* To do *
Images are to be excluded from the copy, and the records below reproduced word for word.

* Excerpted data *
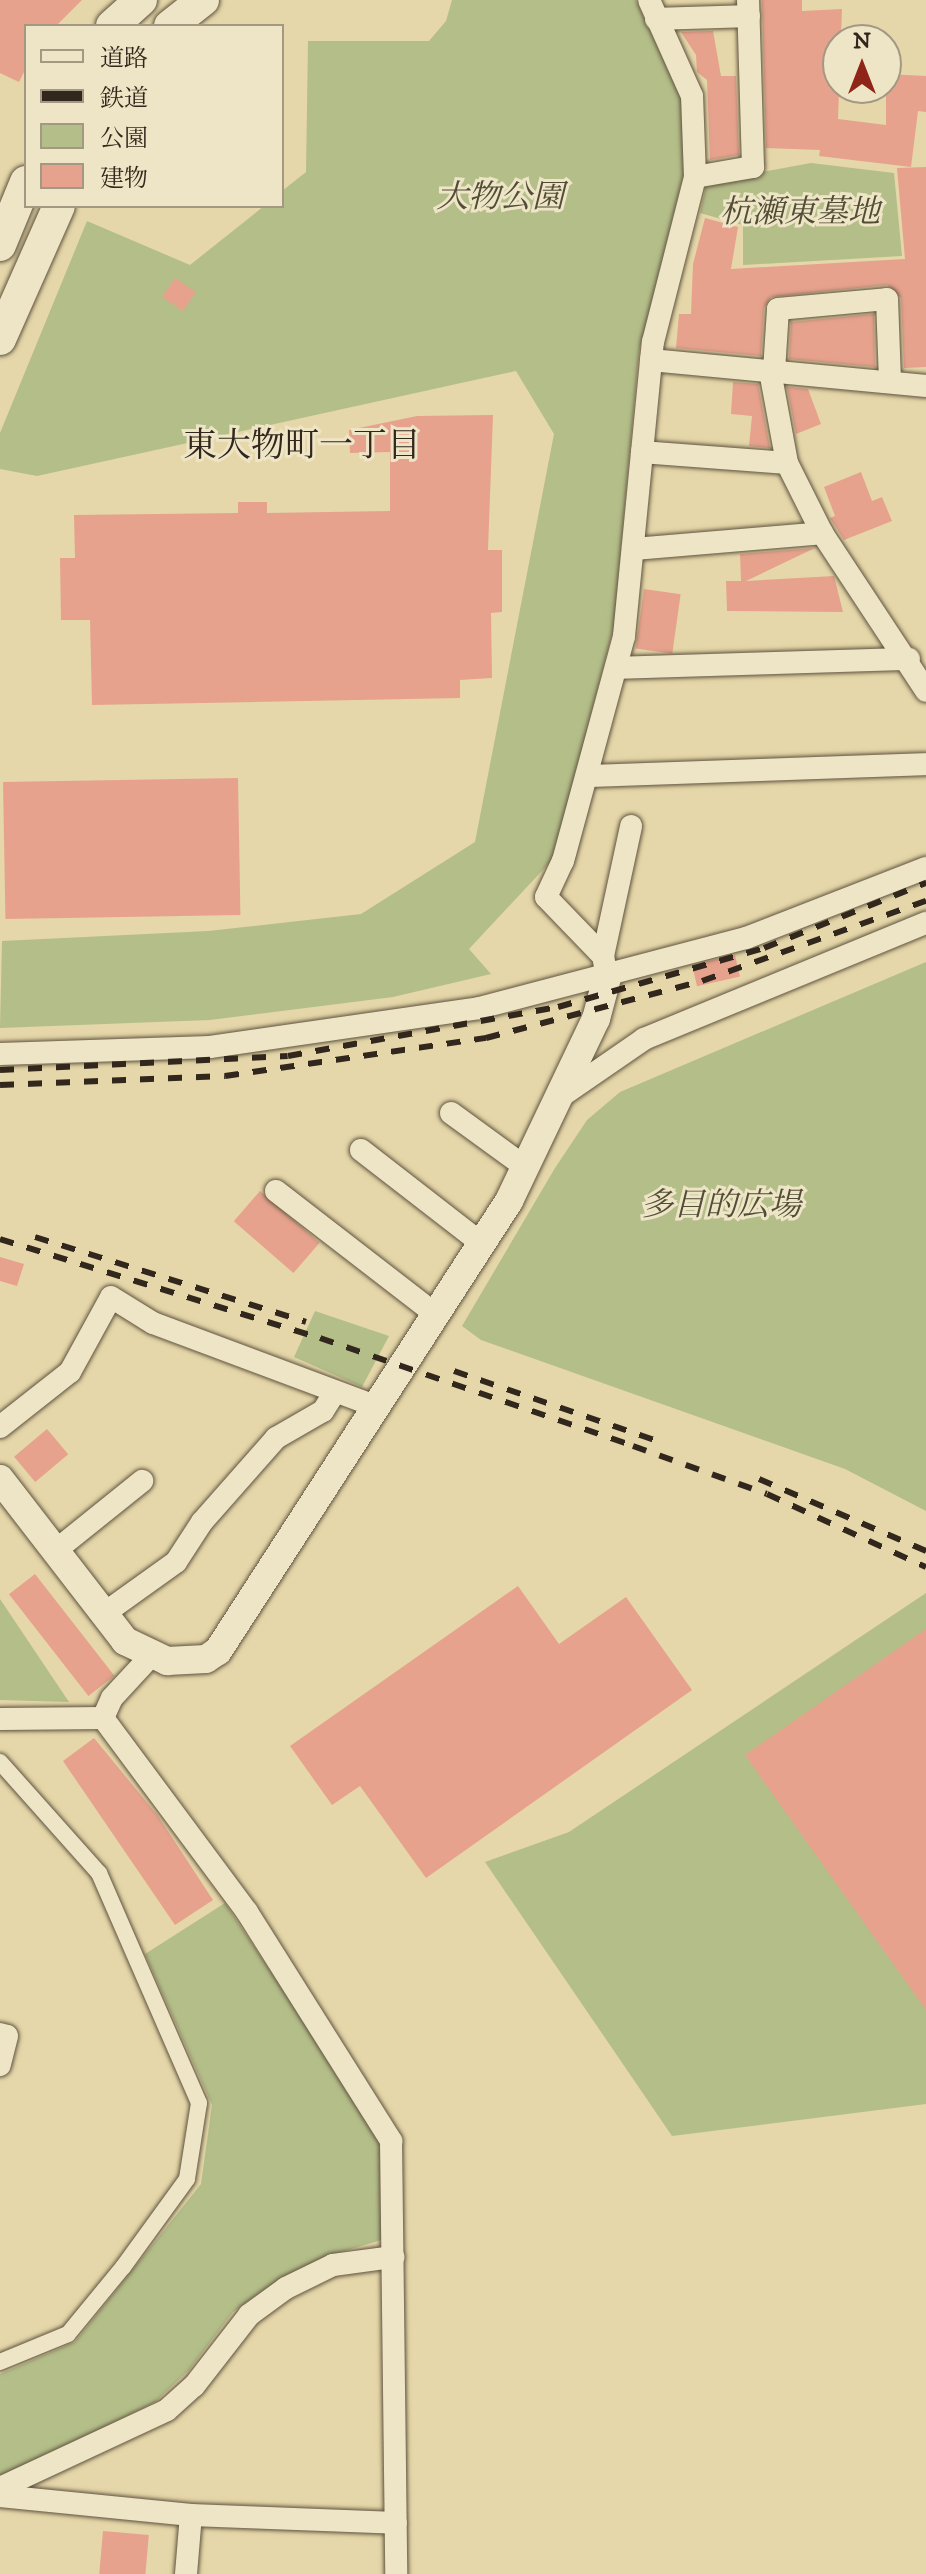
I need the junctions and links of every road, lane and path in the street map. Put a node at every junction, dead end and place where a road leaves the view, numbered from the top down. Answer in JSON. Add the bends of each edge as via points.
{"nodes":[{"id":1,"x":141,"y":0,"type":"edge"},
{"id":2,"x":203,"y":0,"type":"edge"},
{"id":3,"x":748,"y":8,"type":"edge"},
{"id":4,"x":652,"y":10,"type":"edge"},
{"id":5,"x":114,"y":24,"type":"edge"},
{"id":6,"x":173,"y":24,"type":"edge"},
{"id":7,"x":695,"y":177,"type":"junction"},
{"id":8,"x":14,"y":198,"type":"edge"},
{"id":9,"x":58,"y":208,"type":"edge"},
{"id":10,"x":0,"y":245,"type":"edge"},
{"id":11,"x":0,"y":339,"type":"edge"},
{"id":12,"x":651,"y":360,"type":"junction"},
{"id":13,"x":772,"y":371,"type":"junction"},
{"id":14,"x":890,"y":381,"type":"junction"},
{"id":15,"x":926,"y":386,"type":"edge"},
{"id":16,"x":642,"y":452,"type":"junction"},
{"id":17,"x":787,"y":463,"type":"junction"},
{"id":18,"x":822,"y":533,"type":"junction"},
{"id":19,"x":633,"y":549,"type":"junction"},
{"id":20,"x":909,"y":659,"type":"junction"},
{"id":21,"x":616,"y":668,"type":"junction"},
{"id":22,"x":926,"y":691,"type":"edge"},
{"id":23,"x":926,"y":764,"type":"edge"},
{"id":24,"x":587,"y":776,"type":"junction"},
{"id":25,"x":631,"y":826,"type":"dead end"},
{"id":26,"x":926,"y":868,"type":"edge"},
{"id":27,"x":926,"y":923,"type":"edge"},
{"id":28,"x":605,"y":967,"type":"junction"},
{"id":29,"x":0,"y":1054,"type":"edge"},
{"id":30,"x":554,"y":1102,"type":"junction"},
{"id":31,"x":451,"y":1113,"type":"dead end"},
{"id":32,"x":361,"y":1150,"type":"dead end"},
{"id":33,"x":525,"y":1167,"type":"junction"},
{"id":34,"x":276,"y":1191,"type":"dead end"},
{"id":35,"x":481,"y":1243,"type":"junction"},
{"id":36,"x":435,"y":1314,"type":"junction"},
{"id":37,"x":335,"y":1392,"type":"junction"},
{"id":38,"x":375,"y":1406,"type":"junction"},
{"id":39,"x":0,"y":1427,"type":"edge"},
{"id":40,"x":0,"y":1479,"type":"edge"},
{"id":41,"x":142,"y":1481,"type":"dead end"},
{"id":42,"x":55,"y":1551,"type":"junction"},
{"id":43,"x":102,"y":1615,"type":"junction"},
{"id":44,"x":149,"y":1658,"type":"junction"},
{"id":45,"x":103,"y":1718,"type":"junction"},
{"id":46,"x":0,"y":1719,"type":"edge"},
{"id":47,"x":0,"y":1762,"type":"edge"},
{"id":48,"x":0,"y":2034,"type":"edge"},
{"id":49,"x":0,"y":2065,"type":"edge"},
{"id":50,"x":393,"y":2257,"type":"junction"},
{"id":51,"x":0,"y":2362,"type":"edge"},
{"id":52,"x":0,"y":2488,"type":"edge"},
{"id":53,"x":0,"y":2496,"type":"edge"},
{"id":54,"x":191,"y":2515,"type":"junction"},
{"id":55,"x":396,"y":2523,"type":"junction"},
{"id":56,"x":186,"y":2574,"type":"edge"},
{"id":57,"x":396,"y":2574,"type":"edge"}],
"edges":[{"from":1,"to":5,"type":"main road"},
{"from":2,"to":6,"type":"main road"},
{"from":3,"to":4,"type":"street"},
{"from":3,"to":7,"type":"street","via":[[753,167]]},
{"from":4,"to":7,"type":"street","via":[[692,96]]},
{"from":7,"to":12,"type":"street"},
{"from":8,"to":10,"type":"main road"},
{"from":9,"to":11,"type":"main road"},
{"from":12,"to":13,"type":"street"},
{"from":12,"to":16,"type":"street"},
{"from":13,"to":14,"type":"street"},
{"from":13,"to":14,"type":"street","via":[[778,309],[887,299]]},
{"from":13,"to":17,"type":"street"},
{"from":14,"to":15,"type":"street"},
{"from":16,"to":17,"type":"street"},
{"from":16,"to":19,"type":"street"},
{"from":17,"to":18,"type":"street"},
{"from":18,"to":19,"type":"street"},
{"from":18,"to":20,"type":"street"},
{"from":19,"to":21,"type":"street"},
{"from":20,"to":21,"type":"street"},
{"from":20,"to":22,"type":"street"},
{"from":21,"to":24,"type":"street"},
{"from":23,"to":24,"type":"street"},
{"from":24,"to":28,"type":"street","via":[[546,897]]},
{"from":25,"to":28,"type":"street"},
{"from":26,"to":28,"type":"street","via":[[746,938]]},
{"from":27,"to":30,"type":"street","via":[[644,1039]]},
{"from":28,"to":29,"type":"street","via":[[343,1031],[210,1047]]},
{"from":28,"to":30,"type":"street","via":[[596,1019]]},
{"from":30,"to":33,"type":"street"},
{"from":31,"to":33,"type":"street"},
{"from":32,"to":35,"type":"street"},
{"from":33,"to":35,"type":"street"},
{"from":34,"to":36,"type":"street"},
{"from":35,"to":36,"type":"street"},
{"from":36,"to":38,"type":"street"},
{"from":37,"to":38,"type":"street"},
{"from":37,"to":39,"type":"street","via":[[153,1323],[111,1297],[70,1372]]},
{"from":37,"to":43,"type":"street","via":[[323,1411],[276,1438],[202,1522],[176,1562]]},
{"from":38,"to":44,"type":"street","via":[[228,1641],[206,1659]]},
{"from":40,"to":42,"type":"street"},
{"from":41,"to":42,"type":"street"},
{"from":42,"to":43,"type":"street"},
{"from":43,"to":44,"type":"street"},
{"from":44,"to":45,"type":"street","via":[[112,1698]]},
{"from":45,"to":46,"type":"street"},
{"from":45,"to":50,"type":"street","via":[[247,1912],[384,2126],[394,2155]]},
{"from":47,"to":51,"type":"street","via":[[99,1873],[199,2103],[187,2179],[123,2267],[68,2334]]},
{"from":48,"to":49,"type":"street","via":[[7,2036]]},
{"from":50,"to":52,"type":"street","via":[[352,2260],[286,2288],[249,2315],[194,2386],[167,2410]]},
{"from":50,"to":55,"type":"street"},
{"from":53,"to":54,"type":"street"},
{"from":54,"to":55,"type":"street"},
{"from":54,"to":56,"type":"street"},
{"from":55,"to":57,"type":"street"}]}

* Answer space *
I need the junctions and links of every road, lane and path in the street map. Put a node at every junction, dead end and place where a road leaves the view, numbered from the top down. Answer in JSON. Add the bends of each edge as via points.
{"nodes":[{"id":1,"x":141,"y":0,"type":"edge"},
{"id":2,"x":203,"y":0,"type":"edge"},
{"id":3,"x":748,"y":8,"type":"edge"},
{"id":4,"x":652,"y":10,"type":"edge"},
{"id":5,"x":114,"y":24,"type":"edge"},
{"id":6,"x":173,"y":24,"type":"edge"},
{"id":7,"x":695,"y":177,"type":"junction"},
{"id":8,"x":14,"y":198,"type":"edge"},
{"id":9,"x":58,"y":208,"type":"edge"},
{"id":10,"x":0,"y":245,"type":"edge"},
{"id":11,"x":0,"y":339,"type":"edge"},
{"id":12,"x":651,"y":360,"type":"junction"},
{"id":13,"x":772,"y":371,"type":"junction"},
{"id":14,"x":890,"y":381,"type":"junction"},
{"id":15,"x":926,"y":386,"type":"edge"},
{"id":16,"x":642,"y":452,"type":"junction"},
{"id":17,"x":787,"y":463,"type":"junction"},
{"id":18,"x":822,"y":533,"type":"junction"},
{"id":19,"x":633,"y":549,"type":"junction"},
{"id":20,"x":909,"y":659,"type":"junction"},
{"id":21,"x":616,"y":668,"type":"junction"},
{"id":22,"x":926,"y":691,"type":"edge"},
{"id":23,"x":926,"y":764,"type":"edge"},
{"id":24,"x":587,"y":776,"type":"junction"},
{"id":25,"x":631,"y":826,"type":"dead end"},
{"id":26,"x":926,"y":868,"type":"edge"},
{"id":27,"x":926,"y":923,"type":"edge"},
{"id":28,"x":605,"y":967,"type":"junction"},
{"id":29,"x":0,"y":1054,"type":"edge"},
{"id":30,"x":554,"y":1102,"type":"junction"},
{"id":31,"x":451,"y":1113,"type":"dead end"},
{"id":32,"x":361,"y":1150,"type":"dead end"},
{"id":33,"x":525,"y":1167,"type":"junction"},
{"id":34,"x":276,"y":1191,"type":"dead end"},
{"id":35,"x":481,"y":1243,"type":"junction"},
{"id":36,"x":435,"y":1314,"type":"junction"},
{"id":37,"x":335,"y":1392,"type":"junction"},
{"id":38,"x":375,"y":1406,"type":"junction"},
{"id":39,"x":0,"y":1427,"type":"edge"},
{"id":40,"x":0,"y":1479,"type":"edge"},
{"id":41,"x":142,"y":1481,"type":"dead end"},
{"id":42,"x":55,"y":1551,"type":"junction"},
{"id":43,"x":102,"y":1615,"type":"junction"},
{"id":44,"x":149,"y":1658,"type":"junction"},
{"id":45,"x":103,"y":1718,"type":"junction"},
{"id":46,"x":0,"y":1719,"type":"edge"},
{"id":47,"x":0,"y":1762,"type":"edge"},
{"id":48,"x":0,"y":2034,"type":"edge"},
{"id":49,"x":0,"y":2065,"type":"edge"},
{"id":50,"x":393,"y":2257,"type":"junction"},
{"id":51,"x":0,"y":2362,"type":"edge"},
{"id":52,"x":0,"y":2488,"type":"edge"},
{"id":53,"x":0,"y":2496,"type":"edge"},
{"id":54,"x":191,"y":2515,"type":"junction"},
{"id":55,"x":396,"y":2523,"type":"junction"},
{"id":56,"x":186,"y":2574,"type":"edge"},
{"id":57,"x":396,"y":2574,"type":"edge"}],
"edges":[{"from":1,"to":5,"type":"main road"},
{"from":2,"to":6,"type":"main road"},
{"from":3,"to":4,"type":"street"},
{"from":3,"to":7,"type":"street","via":[[753,167]]},
{"from":4,"to":7,"type":"street","via":[[692,96]]},
{"from":7,"to":12,"type":"street"},
{"from":8,"to":10,"type":"main road"},
{"from":9,"to":11,"type":"main road"},
{"from":12,"to":13,"type":"street"},
{"from":12,"to":16,"type":"street"},
{"from":13,"to":14,"type":"street"},
{"from":13,"to":14,"type":"street","via":[[778,309],[887,299]]},
{"from":13,"to":17,"type":"street"},
{"from":14,"to":15,"type":"street"},
{"from":16,"to":17,"type":"street"},
{"from":16,"to":19,"type":"street"},
{"from":17,"to":18,"type":"street"},
{"from":18,"to":19,"type":"street"},
{"from":18,"to":20,"type":"street"},
{"from":19,"to":21,"type":"street"},
{"from":20,"to":21,"type":"street"},
{"from":20,"to":22,"type":"street"},
{"from":21,"to":24,"type":"street"},
{"from":23,"to":24,"type":"street"},
{"from":24,"to":28,"type":"street","via":[[546,897]]},
{"from":25,"to":28,"type":"street"},
{"from":26,"to":28,"type":"street","via":[[746,938]]},
{"from":27,"to":30,"type":"street","via":[[644,1039]]},
{"from":28,"to":29,"type":"street","via":[[343,1031],[210,1047]]},
{"from":28,"to":30,"type":"street","via":[[596,1019]]},
{"from":30,"to":33,"type":"street"},
{"from":31,"to":33,"type":"street"},
{"from":32,"to":35,"type":"street"},
{"from":33,"to":35,"type":"street"},
{"from":34,"to":36,"type":"street"},
{"from":35,"to":36,"type":"street"},
{"from":36,"to":38,"type":"street"},
{"from":37,"to":38,"type":"street"},
{"from":37,"to":39,"type":"street","via":[[153,1323],[111,1297],[70,1372]]},
{"from":37,"to":43,"type":"street","via":[[323,1411],[276,1438],[202,1522],[176,1562]]},
{"from":38,"to":44,"type":"street","via":[[228,1641],[206,1659]]},
{"from":40,"to":42,"type":"street"},
{"from":41,"to":42,"type":"street"},
{"from":42,"to":43,"type":"street"},
{"from":43,"to":44,"type":"street"},
{"from":44,"to":45,"type":"street","via":[[112,1698]]},
{"from":45,"to":46,"type":"street"},
{"from":45,"to":50,"type":"street","via":[[247,1912],[384,2126],[394,2155]]},
{"from":47,"to":51,"type":"street","via":[[99,1873],[199,2103],[187,2179],[123,2267],[68,2334]]},
{"from":48,"to":49,"type":"street","via":[[7,2036]]},
{"from":50,"to":52,"type":"street","via":[[352,2260],[286,2288],[249,2315],[194,2386],[167,2410]]},
{"from":50,"to":55,"type":"street"},
{"from":53,"to":54,"type":"street"},
{"from":54,"to":55,"type":"street"},
{"from":54,"to":56,"type":"street"},
{"from":55,"to":57,"type":"street"}]}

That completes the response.